ECLI:NL:HR:2019:1996
Hoge Raad
- Cassatie
- Rechtspraak.nl
Cassatie tegen naheffingsaanslagen omzetbelasting en heffingsrente
In deze zaak heeft de Hoge Raad op 20 december 2019 uitspraak gedaan in het cassatieberoep van [X] B.V. tegen de Staatssecretaris van Financiën. Het beroep was gericht tegen de uitspraak van het Gerechtshof 's-Hertogenbosch van 29 november 2018, waarin het Hof de eerdere uitspraak van de Rechtbank Zeeland-West-Brabant had bevestigd. De Rechtbank had in deze eerdere uitspraak de naheffingsaanslagen in de omzetbelasting voor de jaren 2006, 2007 en 2009, alsook de beschikkingen inzake heffingsrente, opgelegd aan de belanghebbende.
Belanghebbende heeft in cassatie verschillende middelen voorgesteld, maar de Hoge Raad oordeelde dat deze middelen niet tot cassatie konden leiden. De Hoge Raad stelde vast dat er geen rechtsvragen waren die in het belang van de rechtseenheid of de rechtsontwikkeling beantwoord moesten worden, zoals vereist door artikel 81, lid 1, van de Wet op de rechterlijke organisatie.

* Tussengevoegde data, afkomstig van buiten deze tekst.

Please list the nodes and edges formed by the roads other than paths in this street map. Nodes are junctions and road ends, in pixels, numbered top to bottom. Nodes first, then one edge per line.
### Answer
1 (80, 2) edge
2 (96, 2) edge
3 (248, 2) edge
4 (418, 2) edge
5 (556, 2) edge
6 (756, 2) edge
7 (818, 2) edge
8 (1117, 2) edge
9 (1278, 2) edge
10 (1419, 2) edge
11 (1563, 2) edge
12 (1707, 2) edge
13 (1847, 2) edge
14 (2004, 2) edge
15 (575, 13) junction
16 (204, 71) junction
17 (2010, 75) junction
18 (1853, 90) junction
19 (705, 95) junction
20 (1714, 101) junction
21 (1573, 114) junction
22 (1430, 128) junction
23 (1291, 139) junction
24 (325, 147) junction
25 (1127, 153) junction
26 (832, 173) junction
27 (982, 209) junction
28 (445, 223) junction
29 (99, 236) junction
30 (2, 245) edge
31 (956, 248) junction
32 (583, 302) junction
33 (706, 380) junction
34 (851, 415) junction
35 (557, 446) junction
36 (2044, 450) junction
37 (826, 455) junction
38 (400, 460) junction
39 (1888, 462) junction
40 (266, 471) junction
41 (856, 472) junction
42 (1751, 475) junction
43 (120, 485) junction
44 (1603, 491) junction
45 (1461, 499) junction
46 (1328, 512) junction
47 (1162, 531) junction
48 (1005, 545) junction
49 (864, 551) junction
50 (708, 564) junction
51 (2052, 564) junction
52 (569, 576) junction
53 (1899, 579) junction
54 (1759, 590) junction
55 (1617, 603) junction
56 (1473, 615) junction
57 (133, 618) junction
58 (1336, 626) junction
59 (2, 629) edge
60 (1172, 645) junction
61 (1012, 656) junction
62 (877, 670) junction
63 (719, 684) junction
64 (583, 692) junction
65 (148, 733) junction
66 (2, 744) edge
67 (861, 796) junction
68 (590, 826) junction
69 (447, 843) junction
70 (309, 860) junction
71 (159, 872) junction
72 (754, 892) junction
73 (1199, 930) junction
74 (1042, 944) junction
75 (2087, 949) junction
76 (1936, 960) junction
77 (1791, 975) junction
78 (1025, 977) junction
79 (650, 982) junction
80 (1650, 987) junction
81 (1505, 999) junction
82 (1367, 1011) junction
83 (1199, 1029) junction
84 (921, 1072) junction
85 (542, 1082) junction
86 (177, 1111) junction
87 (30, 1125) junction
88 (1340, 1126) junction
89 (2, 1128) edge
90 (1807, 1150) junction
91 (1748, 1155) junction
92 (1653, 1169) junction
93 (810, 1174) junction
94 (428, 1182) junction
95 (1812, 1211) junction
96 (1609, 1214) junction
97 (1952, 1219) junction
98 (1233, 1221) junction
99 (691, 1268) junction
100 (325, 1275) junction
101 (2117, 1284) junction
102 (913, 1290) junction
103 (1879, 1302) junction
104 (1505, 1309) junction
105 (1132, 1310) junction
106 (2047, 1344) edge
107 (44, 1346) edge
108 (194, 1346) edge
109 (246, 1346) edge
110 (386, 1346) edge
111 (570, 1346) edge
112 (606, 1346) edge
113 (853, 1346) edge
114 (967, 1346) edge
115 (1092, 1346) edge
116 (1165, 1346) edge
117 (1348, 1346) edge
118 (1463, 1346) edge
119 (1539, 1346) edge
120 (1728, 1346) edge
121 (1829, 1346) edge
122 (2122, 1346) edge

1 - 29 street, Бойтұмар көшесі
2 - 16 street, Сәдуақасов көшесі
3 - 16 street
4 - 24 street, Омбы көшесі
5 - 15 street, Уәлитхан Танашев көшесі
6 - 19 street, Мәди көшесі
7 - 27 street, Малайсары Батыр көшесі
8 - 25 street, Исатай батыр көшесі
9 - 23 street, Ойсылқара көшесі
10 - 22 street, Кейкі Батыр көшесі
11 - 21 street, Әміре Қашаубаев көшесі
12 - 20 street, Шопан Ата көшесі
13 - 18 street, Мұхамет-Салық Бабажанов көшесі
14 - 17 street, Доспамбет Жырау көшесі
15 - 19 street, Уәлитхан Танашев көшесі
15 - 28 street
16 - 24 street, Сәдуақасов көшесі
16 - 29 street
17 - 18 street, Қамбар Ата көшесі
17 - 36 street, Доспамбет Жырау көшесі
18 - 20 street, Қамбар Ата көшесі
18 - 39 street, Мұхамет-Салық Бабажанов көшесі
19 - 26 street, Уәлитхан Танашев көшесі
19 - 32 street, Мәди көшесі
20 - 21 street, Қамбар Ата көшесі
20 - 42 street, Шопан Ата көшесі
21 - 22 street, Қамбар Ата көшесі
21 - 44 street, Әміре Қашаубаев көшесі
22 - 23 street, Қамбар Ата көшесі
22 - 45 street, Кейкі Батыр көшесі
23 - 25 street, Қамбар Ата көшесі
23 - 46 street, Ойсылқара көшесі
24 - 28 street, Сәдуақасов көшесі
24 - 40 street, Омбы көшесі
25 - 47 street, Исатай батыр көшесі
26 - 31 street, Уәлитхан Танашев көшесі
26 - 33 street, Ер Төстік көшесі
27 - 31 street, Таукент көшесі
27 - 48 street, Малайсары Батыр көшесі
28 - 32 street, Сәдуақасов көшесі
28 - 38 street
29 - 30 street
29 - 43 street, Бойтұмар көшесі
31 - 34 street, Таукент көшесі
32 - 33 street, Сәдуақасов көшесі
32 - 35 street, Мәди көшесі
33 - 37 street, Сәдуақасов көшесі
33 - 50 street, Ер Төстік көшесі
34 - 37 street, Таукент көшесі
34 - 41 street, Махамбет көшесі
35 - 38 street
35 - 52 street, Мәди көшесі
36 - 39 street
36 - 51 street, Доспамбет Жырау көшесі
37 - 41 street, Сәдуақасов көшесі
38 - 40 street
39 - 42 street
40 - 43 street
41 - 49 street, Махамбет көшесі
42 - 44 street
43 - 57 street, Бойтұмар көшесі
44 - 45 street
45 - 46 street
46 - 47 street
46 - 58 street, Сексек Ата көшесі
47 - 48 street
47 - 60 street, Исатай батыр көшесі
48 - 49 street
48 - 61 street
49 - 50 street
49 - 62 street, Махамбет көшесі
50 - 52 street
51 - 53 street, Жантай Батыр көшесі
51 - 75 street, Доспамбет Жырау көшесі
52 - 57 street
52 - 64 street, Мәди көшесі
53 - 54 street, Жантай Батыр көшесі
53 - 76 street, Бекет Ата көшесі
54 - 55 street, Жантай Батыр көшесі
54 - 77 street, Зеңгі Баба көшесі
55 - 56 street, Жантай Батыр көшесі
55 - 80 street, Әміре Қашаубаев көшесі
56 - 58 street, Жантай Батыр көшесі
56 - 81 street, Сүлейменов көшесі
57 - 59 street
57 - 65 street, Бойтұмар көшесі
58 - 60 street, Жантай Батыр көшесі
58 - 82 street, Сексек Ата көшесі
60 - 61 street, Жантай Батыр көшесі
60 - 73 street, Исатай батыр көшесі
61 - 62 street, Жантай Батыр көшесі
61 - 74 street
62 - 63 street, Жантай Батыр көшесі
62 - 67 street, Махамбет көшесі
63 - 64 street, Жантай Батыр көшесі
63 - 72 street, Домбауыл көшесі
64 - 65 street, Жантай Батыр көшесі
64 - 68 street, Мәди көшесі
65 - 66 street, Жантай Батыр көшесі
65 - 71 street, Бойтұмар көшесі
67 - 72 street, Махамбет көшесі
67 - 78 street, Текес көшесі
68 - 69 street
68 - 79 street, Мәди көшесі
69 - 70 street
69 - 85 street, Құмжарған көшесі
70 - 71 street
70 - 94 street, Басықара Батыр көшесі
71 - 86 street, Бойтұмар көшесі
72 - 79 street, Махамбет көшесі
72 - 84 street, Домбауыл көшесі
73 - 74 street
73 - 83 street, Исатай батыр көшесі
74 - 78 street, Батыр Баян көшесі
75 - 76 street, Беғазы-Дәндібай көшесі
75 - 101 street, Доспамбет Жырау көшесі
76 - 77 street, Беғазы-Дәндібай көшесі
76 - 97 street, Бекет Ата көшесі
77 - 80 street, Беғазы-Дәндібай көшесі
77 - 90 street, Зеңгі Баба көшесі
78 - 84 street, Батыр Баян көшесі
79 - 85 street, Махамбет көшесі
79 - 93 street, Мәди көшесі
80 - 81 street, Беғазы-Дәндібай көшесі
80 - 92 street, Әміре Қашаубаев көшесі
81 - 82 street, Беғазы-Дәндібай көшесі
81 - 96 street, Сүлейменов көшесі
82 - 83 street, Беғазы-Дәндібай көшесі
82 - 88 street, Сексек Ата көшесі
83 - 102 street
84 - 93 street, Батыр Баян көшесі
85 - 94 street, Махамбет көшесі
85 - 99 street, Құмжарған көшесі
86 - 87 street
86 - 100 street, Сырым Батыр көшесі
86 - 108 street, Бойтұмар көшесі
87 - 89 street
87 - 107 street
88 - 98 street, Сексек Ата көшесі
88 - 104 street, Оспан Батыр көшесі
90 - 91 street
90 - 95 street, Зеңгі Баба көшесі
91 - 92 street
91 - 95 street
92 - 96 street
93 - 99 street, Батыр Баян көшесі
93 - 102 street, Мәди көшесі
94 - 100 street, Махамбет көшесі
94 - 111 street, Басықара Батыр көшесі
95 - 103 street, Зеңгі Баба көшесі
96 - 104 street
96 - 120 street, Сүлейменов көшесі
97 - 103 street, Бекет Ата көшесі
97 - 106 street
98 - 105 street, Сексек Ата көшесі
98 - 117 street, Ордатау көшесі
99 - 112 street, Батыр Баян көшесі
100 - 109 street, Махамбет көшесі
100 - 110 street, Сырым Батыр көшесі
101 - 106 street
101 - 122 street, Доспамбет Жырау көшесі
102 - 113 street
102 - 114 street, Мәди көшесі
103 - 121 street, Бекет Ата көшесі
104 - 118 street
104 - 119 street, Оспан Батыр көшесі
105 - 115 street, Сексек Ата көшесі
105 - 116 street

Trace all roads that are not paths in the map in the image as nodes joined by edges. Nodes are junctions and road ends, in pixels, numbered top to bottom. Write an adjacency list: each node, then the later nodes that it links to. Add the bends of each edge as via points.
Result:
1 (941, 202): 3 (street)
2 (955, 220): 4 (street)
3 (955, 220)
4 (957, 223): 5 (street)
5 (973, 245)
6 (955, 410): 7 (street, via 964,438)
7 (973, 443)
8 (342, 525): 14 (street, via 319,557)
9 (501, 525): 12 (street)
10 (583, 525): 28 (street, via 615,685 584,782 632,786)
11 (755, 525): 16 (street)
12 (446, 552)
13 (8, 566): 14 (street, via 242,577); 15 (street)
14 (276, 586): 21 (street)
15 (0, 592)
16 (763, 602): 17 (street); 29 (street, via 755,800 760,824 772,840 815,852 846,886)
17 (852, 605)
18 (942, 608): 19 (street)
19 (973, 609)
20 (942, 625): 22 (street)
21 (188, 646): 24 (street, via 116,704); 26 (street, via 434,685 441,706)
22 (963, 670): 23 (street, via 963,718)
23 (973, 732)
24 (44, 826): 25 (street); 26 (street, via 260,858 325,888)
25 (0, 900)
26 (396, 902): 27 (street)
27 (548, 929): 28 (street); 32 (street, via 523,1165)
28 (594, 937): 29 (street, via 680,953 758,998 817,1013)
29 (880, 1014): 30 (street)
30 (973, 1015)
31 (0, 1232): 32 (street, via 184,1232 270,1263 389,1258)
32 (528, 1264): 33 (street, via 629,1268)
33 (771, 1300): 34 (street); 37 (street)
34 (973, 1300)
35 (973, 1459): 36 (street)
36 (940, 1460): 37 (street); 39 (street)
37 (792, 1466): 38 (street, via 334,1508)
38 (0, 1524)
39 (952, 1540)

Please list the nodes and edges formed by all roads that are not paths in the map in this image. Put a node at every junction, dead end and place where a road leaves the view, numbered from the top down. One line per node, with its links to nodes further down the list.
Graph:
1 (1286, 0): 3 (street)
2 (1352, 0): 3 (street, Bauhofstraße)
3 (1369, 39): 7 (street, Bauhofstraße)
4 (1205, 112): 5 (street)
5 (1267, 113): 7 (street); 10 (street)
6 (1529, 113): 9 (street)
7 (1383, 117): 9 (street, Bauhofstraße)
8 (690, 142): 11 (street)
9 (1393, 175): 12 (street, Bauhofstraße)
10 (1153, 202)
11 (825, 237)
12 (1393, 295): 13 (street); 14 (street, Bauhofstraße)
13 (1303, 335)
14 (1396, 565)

De Hoge Raad heeft ook geen aanleiding gezien om de Staatssecretaris van Financiën te veroordelen in de proceskosten. Uiteindelijk verklaarde de Hoge Raad het beroep in cassatie ongegrond, waarmee de uitspraak van het Gerechtshof in stand bleef. Dit arrest is gewezen door vice-president R.J. Koopman, samen met de raadsheren P.M.F. van Loon en E.F. Faase, en werd openbaar uitgesproken op 20 december 2019.